→ Brief: Within the records that follow, determine how many lines include the word "highway". State the number and nothing further.

→ Provided records:
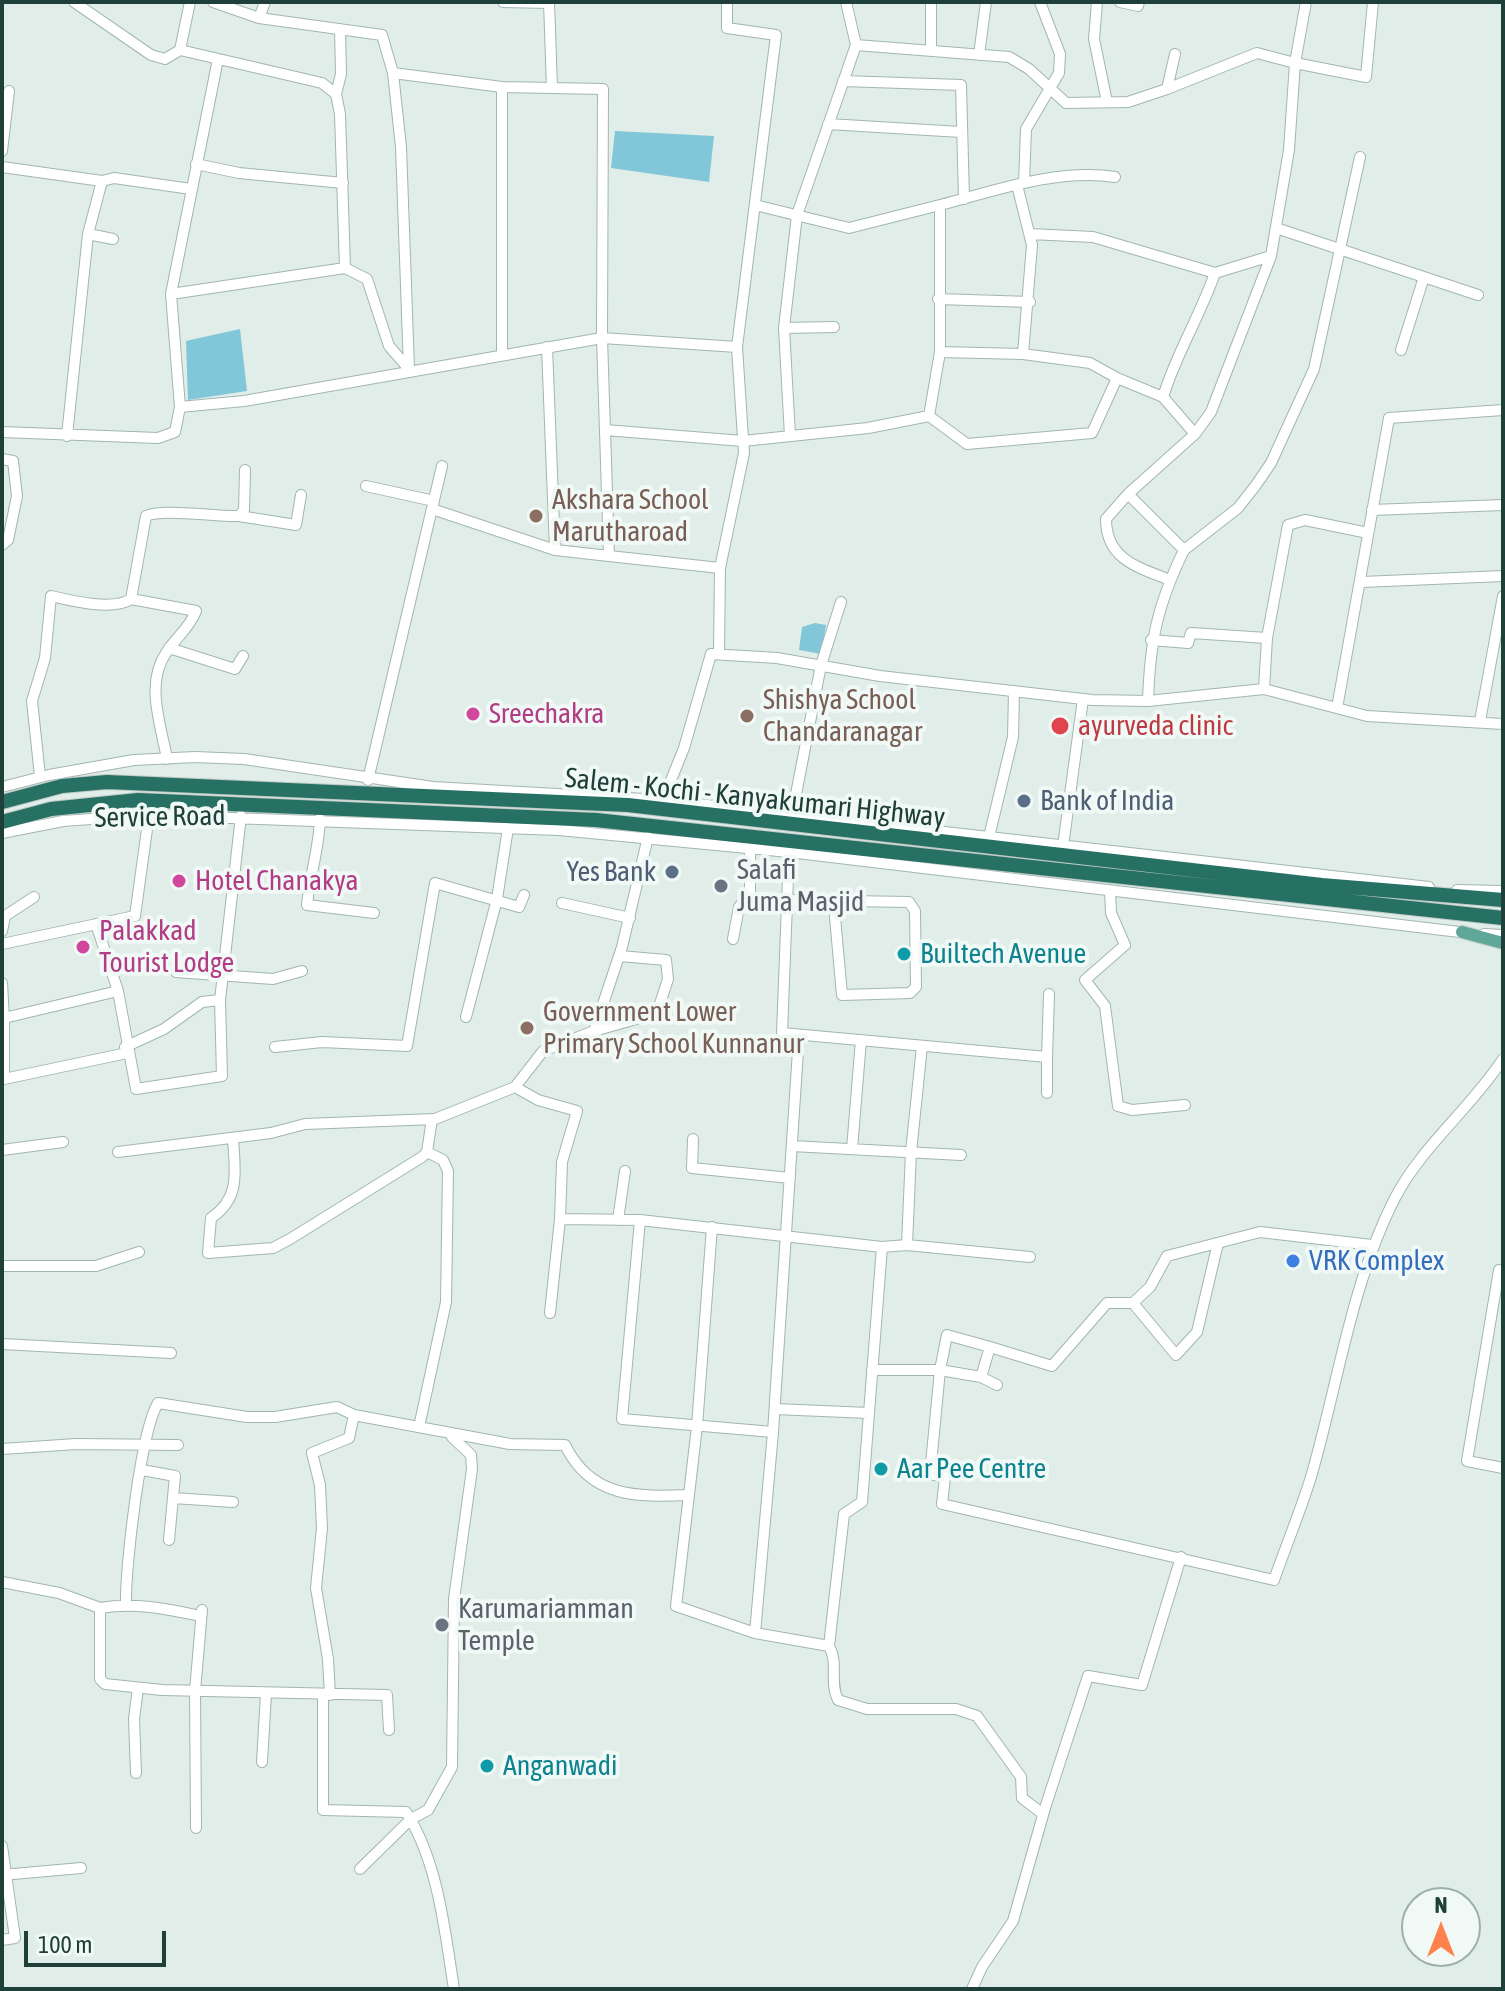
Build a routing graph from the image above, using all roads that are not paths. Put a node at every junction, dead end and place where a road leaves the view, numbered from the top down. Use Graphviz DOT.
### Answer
graph roads {
  1 [pos="74,2"];
  2 [pos="190,2"];
  3 [pos="213,2"];
  4 [pos="265,2"];
  5 [pos="503,2"];
  6 [pos="549,2"];
  7 [pos="727,2"];
  8 [pos="846,2"];
  9 [pos="931,2"];
  10 [pos="986,2"];
  11 [pos="1040,2"];
  12 [pos="1097,2"];
  13 [pos="1123,2"];
  14 [pos="1139,2"];
  15 [pos="1306,2"];
  16 [pos="1373,2"];
  17 [pos="259,18"];
  18 [pos="340,29"];
  19 [pos="856,45"];
  20 [pos="180,50"];
  21 [pos="931,51"];
  22 [pos="1175,54"];
  23 [pos="979,55"];
  24 [pos="218,59"];
  25 [pos="1295,63"];
  26 [pos="393,73"];
  27 [pos="843,81"];
  28 [pos="502,87"];
  29 [pos="552,88"];
  30 [pos="1049,89"];
  31 [pos="1167,89"];
  32 [pos="9,91"];
  33 [pos="336,94"];
  34 [pos="1107,102"];
  35 [pos="828,124"];
  36 [pos="961,132"];
  37 [pos="2,151"];
  38 [pos="1360,157"];
  39 [pos="196,164"];
  40 [pos="2,167"];
  41 [pos="1115,177"];
  42 [pos="102,181"];
  43 [pos="343,183"];
  44 [pos="1020,184"];
  45 [pos="191,189"];
  46 [pos="964,199"];
  47 [pos="755,205"];
  48 [pos="940,205"];
  49 [pos="797,215"];
  50 [pos="1276,228"];
  51 [pos="88,234"];
  52 [pos="1030,234"];
  53 [pos="113,239"];
  54 [pos="1340,249"];
  55 [pos="1271,256"];
  56 [pos="345,268"];
  57 [pos="1215,273"];
  58 [pos="1424,277"];
  59 [pos="171,294"];
  60 [pos="1478,295"];
  61 [pos="938,299"];
  62 [pos="1030,302"];
  63 [pos="834,327"];
  64 [pos="784,328"];
  65 [pos="602,338"];
  66 [pos="547,347"];
  67 [pos="737,347"];
  68 [pos="1401,350"];
  69 [pos="940,352"];
  70 [pos="502,354"];
  71 [pos="1023,354"];
  72 [pos="409,369"];
  73 [pos="1117,378"];
  74 [pos="1163,397"];
  75 [pos="180,407"];
  76 [pos="1503,410"];
  77 [pos="929,416"];
  78 [pos="605,430"];
  79 [pos="2,432"];
  80 [pos="1195,434"];
  81 [pos="67,436"];
  82 [pos="790,436"];
  83 [pos="743,441"];
  84 [pos="2,459"];
  85 [pos="442,466"];
  86 [pos="245,470"];
  87 [pos="366,486"];
  88 [pos="1128,494"];
  89 [pos="301,495"];
  90 [pos="433,505"];
  91 [pos="1503,505"];
  92 [pos="1372,510"];
  93 [pos="239,516"];
  94 [pos="1368,533"];
  95 [pos="2,545"];
  96 [pos="555,550"];
  97 [pos="1184,550"];
  98 [pos="609,556"];
  99 [pos="720,568"];
  100 [pos="1503,576"];
  101 [pos="1170,580"];
  102 [pos="1362,582"];
  103 [pos="1503,596"];
  104 [pos="131,599"];
  105 [pos="841,602"];
  106 [pos="1267,638"];
  107 [pos="1151,640"];
  108 [pos="169,648"];
  109 [pos="719,654"];
  110 [pos="243,656"];
  111 [pos="821,665"];
  112 [pos="1264,689"];
  113 [pos="1014,691"];
  114 [pos="1083,699"];
  115 [pos="1148,701"];
  116 [pos="1337,708"];
  117 [pos="1480,721"];
  118 [pos="1503,724"];
  119 [pos="167,759"];
  120 [pos="40,776"];
  121 [pos="368,780"];
  122 [pos="671,781"];
  123 [pos="2,787"];
  124 [pos="663,800"];
  125 [pos="2,802"];
  126 [pos="689,803"];
  127 [pos="149,815"];
  128 [pos="792,815"];
  129 [pos="241,816"];
  130 [pos="320,819"];
  131 [pos="2,822"];
  132 [pos="508,828"];
  133 [pos="2,833"];
  134 [pos="648,837"];
  135 [pos="989,837"];
  136 [pos="1063,846"];
  137 [pos="750,848"];
  138 [pos="789,852"];
  139 [pos="1110,891"];
  140 [pos="1503,891"];
  141 [pos="524,895"];
  142 [pos="34,897"];
  143 [pos="497,899"];
  144 [pos="787,900"];
  145 [pos="1503,900"];
  146 [pos="562,903"];
  147 [pos="374,913"];
  148 [pos="835,917"];
  149 [pos="630,918"];
  150 [pos="1503,918"];
  151 [pos="96,924"];
  152 [pos="2,931"];
  153 [pos="1462,932"];
  154 [pos="1503,935"];
  155 [pos="733,939"];
  156 [pos="1503,943"];
  157 [pos="2,944"];
  158 [pos="620,956"];
  159 [pos="302,971"];
  160 [pos="176,972"];
  161 [pos="223,976"];
  162 [pos="2,983"];
  163 [pos="118,991"];
  164 [pos="1049,994"];
  165 [pos="220,1000"];
  166 [pos="466,1017"];
  167 [pos="4,1018"];
  168 [pos="594,1031"];
  169 [pos="799,1035"];
  170 [pos="861,1040"];
  171 [pos="922,1046"];
  172 [pos="275,1047"];
  173 [pos="126,1050"];
  174 [pos="1047,1057"];
  175 [pos="1503,1059"];
  176 [pos="515,1087"];
  177 [pos="1047,1093"];
  178 [pos="1185,1105"];
  179 [pos="432,1119"];
  180 [pos="233,1139"];
  181 [pos="693,1139"];
  182 [pos="63,1142"];
  183 [pos="792,1146"];
  184 [pos="852,1149"];
  185 [pos="2,1150"];
  186 [pos="118,1152"];
  187 [pos="427,1152"];
  188 [pos="911,1152"];
  189 [pos="961,1155"];
  190 [pos="625,1171"];
  191 [pos="790,1178"];
  192 [pos="560,1219"];
  193 [pos="618,1220"];
  194 [pos="640,1220"];
  195 [pos="712,1227"];
  196 [pos="786,1234"];
  197 [pos="1218,1243"];
  198 [pos="907,1245"];
  199 [pos="1372,1245"];
  200 [pos="882,1247"];
  201 [pos="139,1252"];
  202 [pos="1030,1257"];
  203 [pos="2,1266"];
  204 [pos="1503,1271"];
  205 [pos="1133,1303"];
  206 [pos="550,1313"];
  207 [pos="2,1344"];
  208 [pos="990,1347"];
  209 [pos="171,1353"];
  210 [pos="872,1370"];
  211 [pos="940,1370"];
  212 [pos="981,1377"];
  213 [pos="997,1385"];
  214 [pos="775,1409"];
  215 [pos="869,1413"];
  216 [pos="354,1415"];
  217 [pos="697,1426"];
  218 [pos="419,1427"];
  219 [pos="773,1432"];
  220 [pos="447,1433"];
  221 [pos="147,1445"];
  222 [pos="178,1445"];
  223 [pos="2,1449"];
  224 [pos="1503,1468"];
  225 [pos="142,1470"];
  226 [pos="689,1495"];
  227 [pos="173,1498"];
  228 [pos="233,1502"];
  229 [pos="169,1540"];
  230 [pos="1181,1557"];
  231 [pos="2,1582"];
  232 [pos="126,1604"];
  233 [pos="100,1608"];
  234 [pos="755,1633"];
  235 [pos="829,1646"];
  236 [pos="138,1688"];
  237 [pos="195,1691"];
  238 [pos="266,1694"];
  239 [pos="327,1695"];
  240 [pos="389,1730"];
  241 [pos="262,1762"];
  242 [pos="136,1773"];
  243 [pos="1043,1814"];
  244 [pos="411,1819"];
  245 [pos="196,1828"];
  246 [pos="2,1846"];
  247 [pos="81,1868"];
  248 [pos="360,1869"];
  249 [pos="4,1875"];
  250 [pos="2,1940"];
  251 [pos="454,1989"];
  252 [pos="972,1989"];
  1 -- 20 [label="street"];
  2 -- 20 [label="street"];
  3 -- 17 [label="street"];
  4 -- 17 [label="street"];
  5 -- 6 [label="street"];
  6 -- 29 [label="street"];
  7 -- 47 [label="street"];
  8 -- 19 [label="street"];
  9 -- 21 [label="street"];
  10 -- 23 [label="street"];
  11 -- 30 [label="street"];
  12 -- 34 [label="street"];
  13 -- 14 [label="street"];
  15 -- 25 [label="street"];
  16 -- 25 [label="street"];
  17 -- 18 [label="street"];
  18 -- 26 [label="street"];
  18 -- 33 [label="street"];
  19 -- 21 [label="street"];
  19 -- 27 [label="street"];
  20 -- 24 [label="street"];
  21 -- 23 [label="street"];
  22 -- 31 [label="street"];
  23 -- 30 [label="street"];
  24 -- 33 [label="street"];
  24 -- 39 [label="street"];
  25 -- 31 [label="street"];
  25 -- 50 [label="street"];
  26 -- 28 [label="street"];
  26 -- 72 [label="street"];
  27 -- 35 [label="street"];
  27 -- 36 [label="street"];
  28 -- 29 [label="street"];
  28 -- 70 [label="street"];
  29 -- 65 [label="street"];
  30 -- 34 [label="street"];
  30 -- 44 [label="street"];
  31 -- 34 [label="street"];
  32 -- 37 [label="street"];
  33 -- 43 [label="street"];
  35 -- 36 [label="street"];
  35 -- 49 [label="street"];
  36 -- 46 [label="street"];
  38 -- 54 [label="street"];
  39 -- 43 [label="street"];
  39 -- 45 [label="street"];
  40 -- 42 [label="street"];
  41 -- 44 [label="street"];
  42 -- 45 [label="street"];
  42 -- 51 [label="street"];
  43 -- 56 [label="street"];
  44 -- 46 [label="street"];
  44 -- 52 [label="street"];
  45 -- 59 [label="street"];
  46 -- 48 [label="street"];
  47 -- 49 [label="street"];
  47 -- 67 [label="street"];
  48 -- 49 [label="street"];
  48 -- 61 [label="street"];
  49 -- 64 [label="street"];
  50 -- 54 [label="street"];
  50 -- 55 [label="street"];
  51 -- 53 [label="street"];
  51 -- 81 [label="street"];
  52 -- 57 [label="street"];
  52 -- 62 [label="street"];
  54 -- 58 [label="street"];
  54 -- 97 [label="street"];
  55 -- 57 [label="street"];
  55 -- 80 [label="street"];
  56 -- 59 [label="street"];
  56 -- 72 [label="street"];
  57 -- 74 [label="street"];
  58 -- 60 [label="street"];
  58 -- 68 [label="street"];
  59 -- 75 [label="street"];
  61 -- 62 [label="street"];
  61 -- 69 [label="street"];
  62 -- 71 [label="street"];
  63 -- 64 [label="street"];
  64 -- 82 [label="street"];
  65 -- 66 [label="street"];
  65 -- 67 [label="street"];
  65 -- 78 [label="street"];
  66 -- 70 [label="street"];
  66 -- 96 [label="street"];
  67 -- 83 [label="street"];
  69 -- 71 [label="street"];
  69 -- 77 [label="street"];
  70 -- 72 [label="street"];
  71 -- 73 [label="street"];
  72 -- 75 [label="street"];
  73 -- 74 [label="street"];
  73 -- 77 [label="street"];
  74 -- 80 [label="street"];
  75 -- 81 [label="street"];
  76 -- 92 [label="street"];
  77 -- 82 [label="street"];
  78 -- 83 [label="street"];
  78 -- 98 [label="street"];
  79 -- 81 [label="street"];
  80 -- 88 [label="street"];
  82 -- 83 [label="street"];
  83 -- 99 [label="street"];
  84 -- 95 [label="street"];
  85 -- 90 [label="street"];
  86 -- 93 [label="street"];
  87 -- 90 [label="street"];
  88 -- 97 [label="street"];
  88 -- 101 [label="street"];
  89 -- 93 [label="street"];
  90 -- 96 [label="street"];
  90 -- 121 [label="street"];
  91 -- 92 [label="street"];
  92 -- 94 [label="street"];
  93 -- 104 [label="street"];
  94 -- 102 [label="street"];
  94 -- 106 [label="street"];
  96 -- 98 [label="street"];
  97 -- 101 [label="street"];
  98 -- 99 [label="street"];
  99 -- 109 [label="street"];
  100 -- 102 [label="street"];
  101 -- 107 [label="street"];
  102 -- 116 [label="street"];
  103 -- 117 [label="street"];
  104 -- 108 [label="street"];
  104 -- 120 [label="street"];
  105 -- 111 [label="street"];
  106 -- 107 [label="street"];
  106 -- 112 [label="street"];
  107 -- 115 [label="street"];
  108 -- 110 [label="street"];
  108 -- 119 [label="street"];
  109 -- 111 [label="street"];
  109 -- 122 [label="street"];
  111 -- 113 [label="street"];
  111 -- 128 [label="street"];
  112 -- 115 [label="street"];
  112 -- 116 [label="street"];
  113 -- 114 [label="street"];
  113 -- 135 [label="street"];
  114 -- 115 [label="street"];
  114 -- 136 [label="street"];
  116 -- 117 [label="street"];
  117 -- 118 [label="street"];
  119 -- 120 [label="street"];
  119 -- 121 [label="street"];
  120 -- 123 [label="street"];
  121 -- 124 [label="street"];
  122 -- 124 [label="street"];
  122 -- 126 [label="street"];
  124 -- 126 [label="street"];
  125 -- 145 [label="highway, Salem - Kochi - Kanyakumari Highway"];
  126 -- 128 [label="street"];
  127 -- 129 [label="street, Service Road"];
  127 -- 133 [label="street, Service Road"];
  127 -- 151 [label="street"];
  128 -- 135 [label="street"];
  129 -- 130 [label="street, Service Road"];
  129 -- 161 [label="street"];
  130 -- 132 [label="street, Service Road"];
  130 -- 147 [label="street"];
  131 -- 150 [label="highway, Salem - Kochi - Kanyakumari Highway"];
  132 -- 134 [label="street, Service Road"];
  132 -- 143 [label="street"];
  134 -- 137 [label="street, Service Road"];
  134 -- 149 [label="street"];
  135 -- 136 [label="street"];
  136 -- 140 [label="street"];
  137 -- 138 [label="street, Service Road"];
  137 -- 155 [label="street"];
  138 -- 139 [label="street, Service Road"];
  138 -- 144 [label="street"];
  139 -- 153 [label="street, Service Road"];
  139 -- 178 [label="street"];
  141 -- 143 [label="street"];
  142 -- 152 [label="street"];
  143 -- 166 [label="street"];
  143 -- 172 [label="street"];
  144 -- 148 [label="street"];
  144 -- 169 [label="street"];
  146 -- 149 [label="street"];
  149 -- 158 [label="street"];
  151 -- 157 [label="street"];
  151 -- 163 [label="street"];
  153 -- 154 [label="street, Service Road"];
  153 -- 156 [label="main road"];
  158 -- 168 [label="street"];
  158 -- 168 [label="street"];
  159 -- 161 [label="street"];
  160 -- 161 [label="street"];
  161 -- 165 [label="street"];
  162 -- 167 [label="street"];
  163 -- 167 [label="street"];
  163 -- 173 [label="street"];
  164 -- 174 [label="street"];
  165 -- 173 [label="street"];
  165 -- 173 [label="street"];
  167 -- 173 [label="street"];
  168 -- 176 [label="street"];
  169 -- 170 [label="street"];
  169 -- 183 [label="street"];
  170 -- 171 [label="street"];
  170 -- 184 [label="street"];
  171 -- 174 [label="street"];
  171 -- 188 [label="street"];
  174 -- 177 [label="street"];
  175 -- 199 [label="street"];
  176 -- 179 [label="street"];
  176 -- 192 [label="street"];
  179 -- 180 [label="street"];
  179 -- 187 [label="street"];
  180 -- 186 [label="street"];
  180 -- 187 [label="street"];
  181 -- 191 [label="street"];
  182 -- 185 [label="street"];
  183 -- 184 [label="street"];
  183 -- 191 [label="street"];
  184 -- 188 [label="street"];
  187 -- 218 [label="street"];
  188 -- 189 [label="street"];
  188 -- 198 [label="street"];
  190 -- 193 [label="street"];
  191 -- 196 [label="street"];
  192 -- 193 [label="street"];
  192 -- 206 [label="street"];
  193 -- 194 [label="street"];
  194 -- 195 [label="street"];
  194 -- 217 [label="street"];
  195 -- 196 [label="street"];
  195 -- 217 [label="street"];
  196 -- 200 [label="street"];
  196 -- 214 [label="street"];
  197 -- 199 [label="street"];
  197 -- 205 [label="street"];
  197 -- 205 [label="street"];
  198 -- 200 [label="street"];
  198 -- 202 [label="street"];
  199 -- 230 [label="street"];
  200 -- 210 [label="street"];
  201 -- 203 [label="street"];
  204 -- 224 [label="street"];
  205 -- 208 [label="street"];
  207 -- 209 [label="street"];
  208 -- 211 [label="street"];
  208 -- 212 [label="street"];
  210 -- 211 [label="street"];
  210 -- 215 [label="street"];
  211 -- 212 [label="street"];
  211 -- 230 [label="street"];
  212 -- 213 [label="street"];
  214 -- 215 [label="street"];
  214 -- 219 [label="street"];
  215 -- 235 [label="street"];
  216 -- 218 [label="street"];
  216 -- 221 [label="street"];
  216 -- 239 [label="street"];
  217 -- 219 [label="street"];
  217 -- 226 [label="street"];
  218 -- 220 [label="street"];
  219 -- 234 [label="street"];
  220 -- 226 [label="street"];
  220 -- 244 [label="street"];
  221 -- 222 [label="street"];
  221 -- 223 [label="street"];
  221 -- 225 [label="street"];
  225 -- 227 [label="street"];
  225 -- 232 [label="street"];
  226 -- 234 [label="street"];
  227 -- 228 [label="street"];
  227 -- 229 [label="street"];
  230 -- 243 [label="street"];
  231 -- 233 [label="street"];
  232 -- 233 [label="street"];
  232 -- 237 [label="street"];
  233 -- 236 [label="street"];
  234 -- 235 [label="street"];
  235 -- 243 [label="street"];
  236 -- 237 [label="street"];
  236 -- 242 [label="street"];
  237 -- 238 [label="street"];
  237 -- 245 [label="street"];
  238 -- 239 [label="street"];
  238 -- 241 [label="street"];
  239 -- 240 [label="street"];
  239 -- 244 [label="street"];
  243 -- 252 [label="street"];
  244 -- 248 [label="street"];
  244 -- 251 [label="street"];
  246 -- 249 [label="street"];
  247 -- 249 [label="street"];
  249 -- 250 [label="street"];
}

→ Answer for the task: 2